Brief: What lines in the entries hold the string "Tauern"? List them.

Supplied records:
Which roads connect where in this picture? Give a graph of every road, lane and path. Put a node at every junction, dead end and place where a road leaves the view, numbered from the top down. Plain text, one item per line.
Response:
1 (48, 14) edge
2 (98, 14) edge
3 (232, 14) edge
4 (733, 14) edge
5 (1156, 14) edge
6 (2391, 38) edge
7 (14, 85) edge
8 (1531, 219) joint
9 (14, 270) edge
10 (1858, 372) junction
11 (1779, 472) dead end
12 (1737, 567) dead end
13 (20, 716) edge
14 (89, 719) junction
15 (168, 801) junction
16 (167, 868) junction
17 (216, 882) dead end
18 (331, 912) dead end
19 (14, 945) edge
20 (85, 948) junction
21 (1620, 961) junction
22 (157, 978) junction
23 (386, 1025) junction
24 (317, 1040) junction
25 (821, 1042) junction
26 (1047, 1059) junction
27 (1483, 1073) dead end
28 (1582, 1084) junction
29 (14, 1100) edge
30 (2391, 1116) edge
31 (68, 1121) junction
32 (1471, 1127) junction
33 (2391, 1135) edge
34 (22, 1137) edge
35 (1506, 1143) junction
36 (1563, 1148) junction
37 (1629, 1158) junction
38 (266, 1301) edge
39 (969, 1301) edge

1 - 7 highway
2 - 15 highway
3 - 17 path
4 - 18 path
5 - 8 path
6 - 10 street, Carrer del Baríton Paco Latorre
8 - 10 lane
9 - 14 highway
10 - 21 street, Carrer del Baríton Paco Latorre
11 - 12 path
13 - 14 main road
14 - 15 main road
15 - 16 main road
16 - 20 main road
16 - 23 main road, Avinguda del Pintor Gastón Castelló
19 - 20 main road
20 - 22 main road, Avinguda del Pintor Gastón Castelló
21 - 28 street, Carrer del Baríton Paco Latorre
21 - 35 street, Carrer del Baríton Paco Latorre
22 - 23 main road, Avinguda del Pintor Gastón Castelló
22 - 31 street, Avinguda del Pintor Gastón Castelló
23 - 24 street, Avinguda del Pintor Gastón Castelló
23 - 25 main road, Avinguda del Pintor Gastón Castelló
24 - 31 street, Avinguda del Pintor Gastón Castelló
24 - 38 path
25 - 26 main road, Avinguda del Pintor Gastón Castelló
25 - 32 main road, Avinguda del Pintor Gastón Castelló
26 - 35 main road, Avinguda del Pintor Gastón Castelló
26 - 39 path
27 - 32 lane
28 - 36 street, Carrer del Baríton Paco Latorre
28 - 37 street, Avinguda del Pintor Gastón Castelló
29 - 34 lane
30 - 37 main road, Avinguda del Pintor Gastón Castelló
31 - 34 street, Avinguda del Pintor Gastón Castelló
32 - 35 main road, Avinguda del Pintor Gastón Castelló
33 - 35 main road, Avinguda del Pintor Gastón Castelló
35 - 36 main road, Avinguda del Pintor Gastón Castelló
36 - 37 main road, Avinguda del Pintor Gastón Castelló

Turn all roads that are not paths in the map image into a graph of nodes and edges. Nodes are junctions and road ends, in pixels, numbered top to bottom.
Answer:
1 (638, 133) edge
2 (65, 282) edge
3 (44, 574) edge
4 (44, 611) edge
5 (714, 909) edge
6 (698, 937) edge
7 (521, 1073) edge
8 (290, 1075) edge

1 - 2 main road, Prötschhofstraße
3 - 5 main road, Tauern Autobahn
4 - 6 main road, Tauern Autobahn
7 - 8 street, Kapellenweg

Task answer:
3 - 5 main road, Tauern Autobahn
4 - 6 main road, Tauern Autobahn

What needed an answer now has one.